Currently working on Depth: 0
Current resolution: 4 x 4
Epoch: 1
Traceback (most recent call last):
File "progan.py", line 39, in <module>
feedback_factor=2
File "/scratch2/virtualenv/lib/python3.7/site-packages/pro_gan_pytorch/PRO_GAN.py", line 1046, in train
labels, current_depth, alpha)
File "/scratch2/virtualenv/lib/python3.7/site-packages/pro_gan_pytorch/PRO_GAN.py", line 865, in optimize_discriminator
labels, depth, alpha)
File "/scratch2/virtualenv/lib/python3.7/site-packages/pro_gan_pytorch/Losses.py", line 345, in dis_loss
fake_out = self.dis(fake_samps, labels, height, alpha)
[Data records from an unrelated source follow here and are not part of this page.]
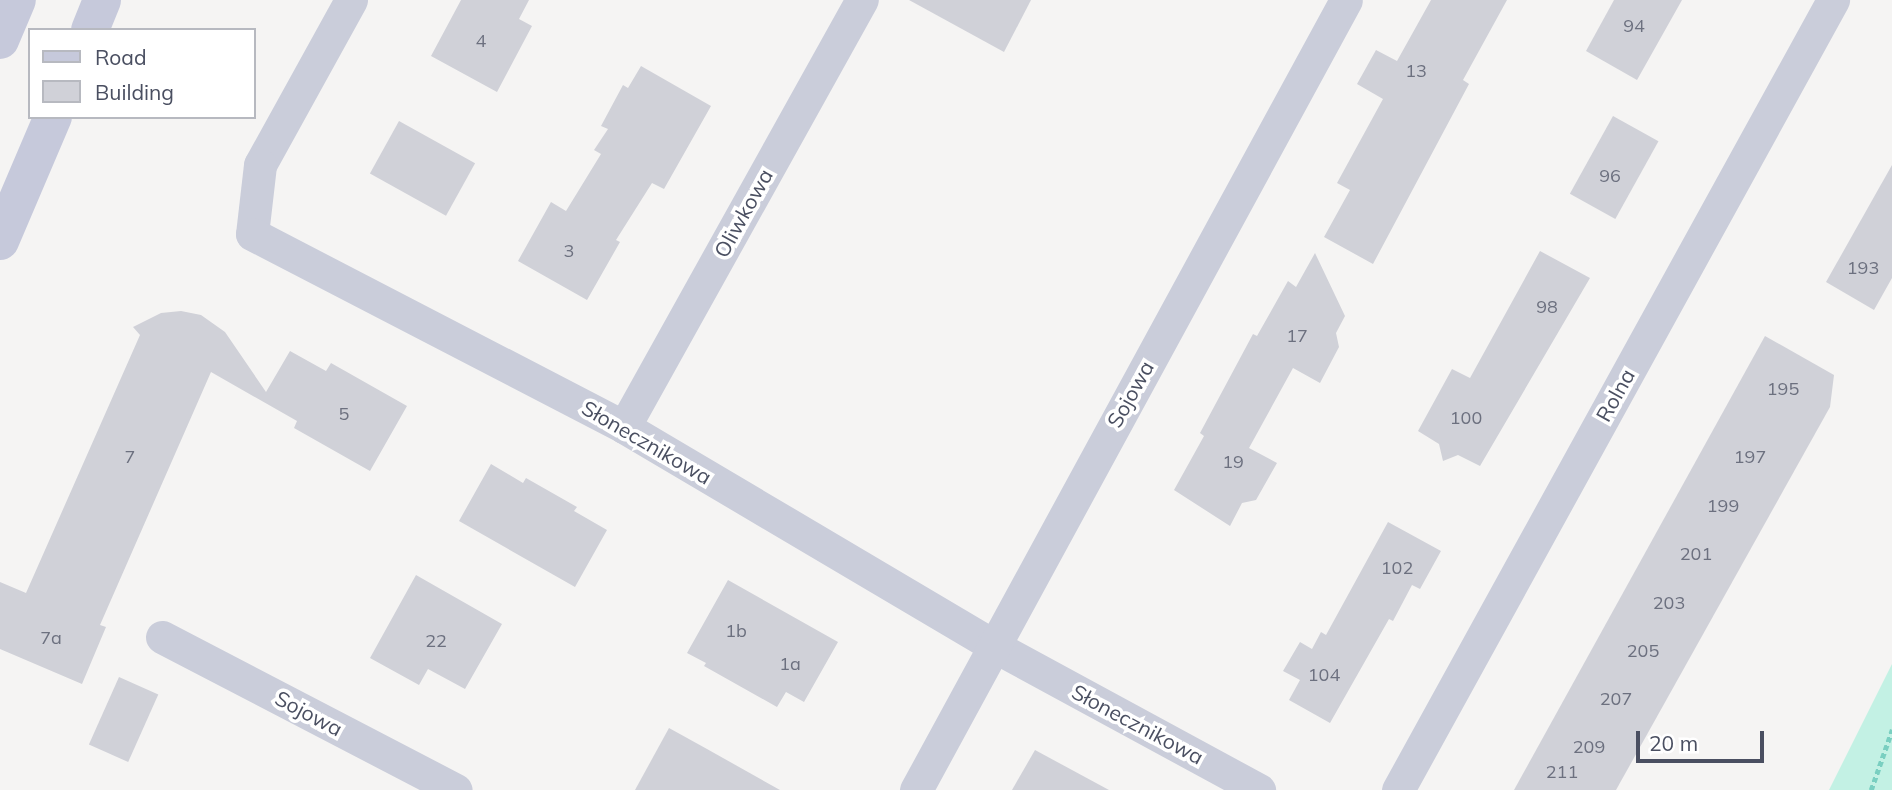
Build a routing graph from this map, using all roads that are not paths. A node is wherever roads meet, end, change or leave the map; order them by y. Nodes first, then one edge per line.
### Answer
1 (17, 0) edge
2 (102, 0) edge
3 (351, 0) edge
4 (862, 0) edge
5 (1346, 0) edge
6 (1833, 0) edge
7 (91, 28) edge
8 (0, 40) edge
9 (51, 119) edge
10 (0, 241) edge
11 (624, 427) junction
12 (162, 637) dead end
13 (992, 645) junction
14 (456, 790) edge
15 (916, 790) edge
16 (1259, 790) edge
17 (1398, 790) edge

1 - 8 main road
2 - 7 main road
3 - 11 street, Słonecznikowa
4 - 11 street, Oliwkowa
5 - 13 street, Sojowa
6 - 17 street, Rolna
9 - 10 main road
11 - 13 street, Słonecznikowa
12 - 14 street, Sojowa
13 - 15 street, Sojowa
13 - 16 street, Słonecznikowa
File "/scratch2/virtualenv/lib/python3.7/site-packages/torch/nn/modules/module.py", line 493, in __call__
result = self.forward(*input, **kwargs)
File "/scratch2/virtualenv/lib/python3.7/site-packages/torch/nn/parallel/data_parallel.py", line 152, in forward
outputs = self.parallel_apply(replicas, inputs, kwargs)
File "/scratch2/virtualenv/lib/python3.7/site-packages/torch/nn/parallel/data_parallel.py", line 162, in parallel_apply
return parallel_apply(replicas, inputs, kwargs, self.device_ids[:len(replicas)])
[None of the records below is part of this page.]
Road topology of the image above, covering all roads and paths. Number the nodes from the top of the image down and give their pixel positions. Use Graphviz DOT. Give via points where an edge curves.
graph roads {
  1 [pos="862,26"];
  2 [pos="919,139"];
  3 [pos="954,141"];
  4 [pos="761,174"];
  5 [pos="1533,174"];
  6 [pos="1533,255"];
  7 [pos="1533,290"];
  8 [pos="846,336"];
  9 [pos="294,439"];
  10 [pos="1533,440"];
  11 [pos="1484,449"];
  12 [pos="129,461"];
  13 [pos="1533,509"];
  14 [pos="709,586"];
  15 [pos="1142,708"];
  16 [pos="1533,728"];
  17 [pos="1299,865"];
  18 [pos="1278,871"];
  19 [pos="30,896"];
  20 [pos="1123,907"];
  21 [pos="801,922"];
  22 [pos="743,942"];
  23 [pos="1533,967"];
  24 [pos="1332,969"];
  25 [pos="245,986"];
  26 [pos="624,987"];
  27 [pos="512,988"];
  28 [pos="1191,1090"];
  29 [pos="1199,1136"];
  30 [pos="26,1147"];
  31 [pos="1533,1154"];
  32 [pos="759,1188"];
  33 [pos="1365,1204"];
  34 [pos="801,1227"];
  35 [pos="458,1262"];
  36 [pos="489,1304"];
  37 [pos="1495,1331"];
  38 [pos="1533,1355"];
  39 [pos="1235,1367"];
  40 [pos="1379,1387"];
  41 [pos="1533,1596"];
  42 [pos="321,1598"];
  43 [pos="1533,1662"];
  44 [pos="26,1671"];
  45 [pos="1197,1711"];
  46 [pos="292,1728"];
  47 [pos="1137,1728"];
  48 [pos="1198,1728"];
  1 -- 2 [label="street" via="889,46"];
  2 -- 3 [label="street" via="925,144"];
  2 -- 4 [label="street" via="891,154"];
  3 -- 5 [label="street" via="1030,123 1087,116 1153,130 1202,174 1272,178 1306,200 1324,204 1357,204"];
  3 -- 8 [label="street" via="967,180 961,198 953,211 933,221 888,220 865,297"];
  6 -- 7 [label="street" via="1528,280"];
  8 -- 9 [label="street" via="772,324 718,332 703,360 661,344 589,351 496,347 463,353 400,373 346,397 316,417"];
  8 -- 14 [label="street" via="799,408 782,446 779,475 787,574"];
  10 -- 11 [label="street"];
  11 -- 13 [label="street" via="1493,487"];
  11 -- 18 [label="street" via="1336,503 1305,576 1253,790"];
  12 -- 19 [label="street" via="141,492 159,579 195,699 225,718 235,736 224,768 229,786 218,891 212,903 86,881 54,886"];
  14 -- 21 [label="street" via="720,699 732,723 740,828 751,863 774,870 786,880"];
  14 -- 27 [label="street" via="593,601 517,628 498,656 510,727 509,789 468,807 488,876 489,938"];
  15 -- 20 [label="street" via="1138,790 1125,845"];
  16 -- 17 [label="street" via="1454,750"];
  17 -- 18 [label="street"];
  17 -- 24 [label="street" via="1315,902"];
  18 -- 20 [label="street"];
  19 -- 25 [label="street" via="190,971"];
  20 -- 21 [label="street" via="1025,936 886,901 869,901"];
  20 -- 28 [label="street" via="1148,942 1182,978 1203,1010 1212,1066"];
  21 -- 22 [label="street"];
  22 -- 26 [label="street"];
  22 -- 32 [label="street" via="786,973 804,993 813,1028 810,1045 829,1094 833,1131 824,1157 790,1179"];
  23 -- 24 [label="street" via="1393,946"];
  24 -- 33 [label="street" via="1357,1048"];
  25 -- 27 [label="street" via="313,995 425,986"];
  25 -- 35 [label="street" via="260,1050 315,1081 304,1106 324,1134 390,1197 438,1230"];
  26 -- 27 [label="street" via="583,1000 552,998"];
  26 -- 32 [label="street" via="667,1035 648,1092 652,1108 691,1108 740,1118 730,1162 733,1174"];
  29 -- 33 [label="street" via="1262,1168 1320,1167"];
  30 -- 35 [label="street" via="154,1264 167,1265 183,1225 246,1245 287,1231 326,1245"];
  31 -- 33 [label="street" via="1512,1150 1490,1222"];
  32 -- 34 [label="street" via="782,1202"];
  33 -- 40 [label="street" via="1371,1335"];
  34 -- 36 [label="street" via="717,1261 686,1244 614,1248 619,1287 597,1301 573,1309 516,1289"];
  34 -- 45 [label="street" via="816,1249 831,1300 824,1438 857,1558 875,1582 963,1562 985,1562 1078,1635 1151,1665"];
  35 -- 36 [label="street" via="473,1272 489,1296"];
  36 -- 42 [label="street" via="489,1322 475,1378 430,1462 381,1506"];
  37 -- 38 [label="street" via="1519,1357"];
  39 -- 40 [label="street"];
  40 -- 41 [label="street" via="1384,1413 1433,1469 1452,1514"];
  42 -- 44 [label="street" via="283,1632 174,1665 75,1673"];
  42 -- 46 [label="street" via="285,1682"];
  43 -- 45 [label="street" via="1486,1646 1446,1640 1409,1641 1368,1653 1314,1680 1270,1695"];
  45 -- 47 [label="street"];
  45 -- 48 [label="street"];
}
File "/scratch2/virtualenv/lib/python3.7/site-packages/torch/nn/parallel/parallel_apply.py", line 83, in parallel_apply
raise output
File "/scratch2/virtualenv/lib/python3.7/site-packages/torch/nn/parallel/parallel_apply.py", line 59, in _worker
output = module(*input, **kwargs)
File "/scratch2/virtualenv/lib/python3.7/site-packages/torch/nn/modules/module.py", line 493, in __call__
result = self.forward(*input, **kwargs)
File "/scratch2/virtualenv/lib/python3.7/site-packages/pro_gan_pytorch/PRO_GAN.py", line 305, in forward
out = self.final_block(y, labels)
File "/scratch2/virtualenv/lib/python3.7/site-packages/torch/nn/modules/module.py", line 493, in __call__
result = self.forward(*input, **kwargs)
File "/scratch2/virtualenv/lib/python3.7/site-packages/pro_gan_pytorch/CustomLayers.py", line 445, in forward
labels = self.label_embedder(labels) # [B x C]
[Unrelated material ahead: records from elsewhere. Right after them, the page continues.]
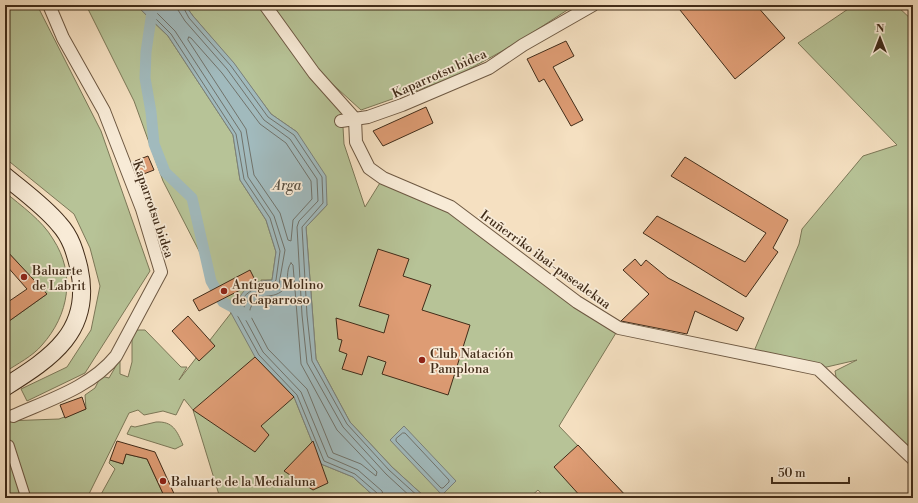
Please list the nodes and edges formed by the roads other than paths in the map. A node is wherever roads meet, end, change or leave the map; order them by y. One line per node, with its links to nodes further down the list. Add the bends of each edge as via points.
1 (49, 5): 8 (street, Kaparrotsu bidea, via 63,38 104,111 142,209 161,272 116,356 108,366 83,384)
2 (265, 5): 4 (street, via 314,73)
3 (593, 5): 4 (street, Kaparrotsu bidea, via 523,45 489,68 402,105)
4 (355, 119): 5 (street); 10 (street, Iruñerriko ibai-pasealekua, via 356,142 369,168 383,178 451,207 577,302 619,328 818,369)
5 (341, 121)
6 (5, 176): 7 (main road, via 59,224 70,239 82,280 81,304 73,330 58,349 42,363)
7 (5, 387)
8 (13, 416)
9 (7, 445): 11 (street)
10 (913, 459)
11 (26, 498)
File "/scratch2/virtualenv/lib/python3.7/site-packages/torch/nn/modules/module.py", line 493, in __call__
result = self.forward(*input, **kwargs)
File "/scratch2/virtualenv/lib/python3.7/site-packages/torch/nn/modules/sparse.py", line 117, in forward
self.norm_type, self.scale_grad_by_freq, self.sparse)
File "/scratch2/virtualenv/lib/python3.7/site-packages/torch/nn/functional.py", line 1506, in embedding
return torch.embedding(weight, input, padding_idx, scale_grad_by_freq, sparse)
RuntimeError: diff_view_meta->output_nr_ == 0 ASSERT FAILED at /pytorch/torch/csrc/autograd/variable.cpp:209, please report a bug to PyTorch.
But when I run it using pytorch for CPU only, it works but works very, very slowly. Any idea what could be causing this and is there any way I can work with GPU support?
This is the code I am using, by the way. I am trying to train on 1024x512 images.
import torch as th
import pro_gan_pytorch.PRO_GAN as pg
import matplotlib.pyplot as plt
import os
from torchvision import datasets, transforms
from PIL import Image, ImageChops
device = th.device("cuda" if th.cuda.is_available() else "cpu")
def setup_data():
dataset = datasets.ImageFolder(
root = 'total_intensity/',
transform = transforms.Compose([
transforms.Resize((512,512)),
transforms.ToTensor(),
transforms.Normalize((0.5, 0.5, 0.5), (0.5, 0.5, 0.5)) ]))
return dataset
if __name__ == '__main__':
depth = 8
num_epochs = [50, 50, 50, 50, 50, 50, 50, 50]
fade_ins = [50, 50, 50, 50, 50, 50, 50, 50]
batch_sizes = [32, 32, 32, 32, 32, 32, 32, 32]
latent_size = 512
dataset = setup_data()
pro_gan = pg.ConditionalProGAN(num_classes=1, depth=depth,
latent_size=latent_size, device=device)
pro_gan.train(
dataset=dataset,
epochs=num_epochs,
fade_in_percentage=fade_ins,
batch_sizes=batch_sizes,
feedback_factor=2
)
The network architecture unfortunately doesn't support images of different shapes like 1024 x 512
that you are using. Could you try padding the second dimension to 1024 to get square images with dimension equal to a power of 2 greater than 4?
Please let me know if you have any other problems.
cheers 🍻!
@akanimax
I should be resizing the images to 512 x 512 before I run progan (see setup_data()).